L’impotenza dell’uomo comune che desidera solo vivere la sua vita, per quanto povera, che crede in quello che gli hanno insegnato, perché è tutto ciò che conosce, che spera solo di passare inosservato, perché sa che nulla di buono può venirgli dall’essere al centro dell’attenzione dei potenti.
Ma al centro dell’attenzione ci finisce, e noi siamo portati a chiederci se abbia il benché minimo senso dare tanta importanza ad un confine arbitrariamente posto in mezzo all’acqua, elemento fluido che scorre comunque da una parte all’altra (l’acqua e le barche, due temi ricorrenti nella filmografia di Kim Ki-duk) ed al fatto di oltrepassarlo senza alcuna intenzione, trascinati dalla corrente. Importanza che invece paiono attribuirgli i serissimi militari, carrieristi e corrotti da entrambi i lati, che lo interrogano, prima al Sud e poi al Nord, utilizzando i medesimi metodi, le medesime espressioni, tanto che lui stesso quasi ne sorriderebbe, se non fosse troppo sfinito e spaventato per concederselo.
Perfino i fotografi che devono immortalare la sua partenza dal Sud ed il suo ritorno al Nord, su opposte sponde, paiono identici.
Tanto diverse, eppure così uguali, queste due Coree sono uniformate anche dalla fotografia che rimane opaca e spenta anche quando si passa al Sud, regno del consumismo; non è tutt’oro e nemmeno brilla.
L’impotenza è anche quella della giovane guardia che dovrebbe vegliare sul prigioniero ma che, ultimo anello nella gerarchia, non ha altra difesa che la parola di fronte alla violenza fisica.
Il protagonista appena catturato tiene tenacemente gli occhi chiusi, rifiutando di osservare e così, anche a noi, la macchina da presa inizialmente permette solo di intravedere qualche scorcio della città. L’immaginazione del prigioniero gli fa temere chissà quali meraviglie proibite, forse teme di perdere l’anima e di certo sa che, se tornerà a casa, verrà punito per aver guardato. Costretto con l’inganno ad aprire gli occhi, ciò che vede lo stupisce, sì, per un breve momento, ma, forse, non tanto quanto lui stesso si era aspettato, tanto più che ben presto si imbatte in situazioni di miseria (la prostituta) che convivono “liberamente” accanto all’opulenza delle vie centrali.
Uomo semplice ed integerrimo non cede alla facile violenza (più volte avrebbe l’occasione con la sua forza di uccidere i suoi aguzzini ma si limita a dar loro una lezione, dura ma non letale) e non considera nemmeno una tentazione la prospettiva di un’agiata vita al Sud. Tutto ciò che desidera è tutto ciò che ha importanza davvero nella vita: i suoi affetti.
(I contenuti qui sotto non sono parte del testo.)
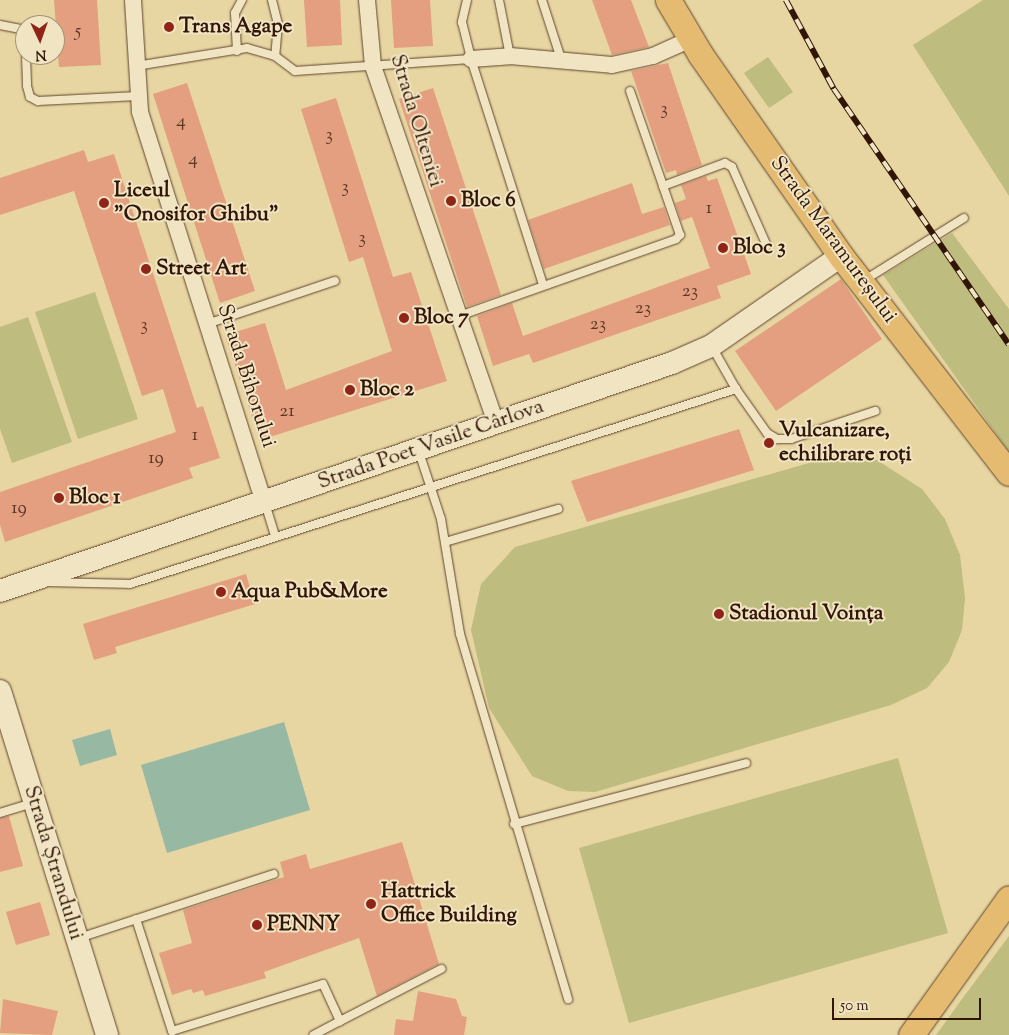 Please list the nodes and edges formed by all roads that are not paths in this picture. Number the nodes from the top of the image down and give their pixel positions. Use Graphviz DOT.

Ma quello che ha passato inevitabilmente lo trasforma, non come temeva, per il solo fatto di aver osservato un universo “altro”, ma perché ha visto quanto i due mondi contrapposti si somiglino, quanto in fondo siano uguali. La sua impotenza nei confronti del potere si traduce letteralmente nell’impotenza fisica di amare la propria donna e procurare il sostentamento alla propria famiglia con il lavoro.
Più volte nel corso del film ed anche in ultimo egli grida, disperato: “Smettetela di prendermi in giro!”. Ecco, è questo il grido dell’uomo che si accorge che quando vogliono fargli credere che qualcosa, qualsiasi cosa, un confine, la patria, l’onore, il benessere materiale, la libertà, siano più importanti dei suoi affetti, lo stanno solo prendendo in giro.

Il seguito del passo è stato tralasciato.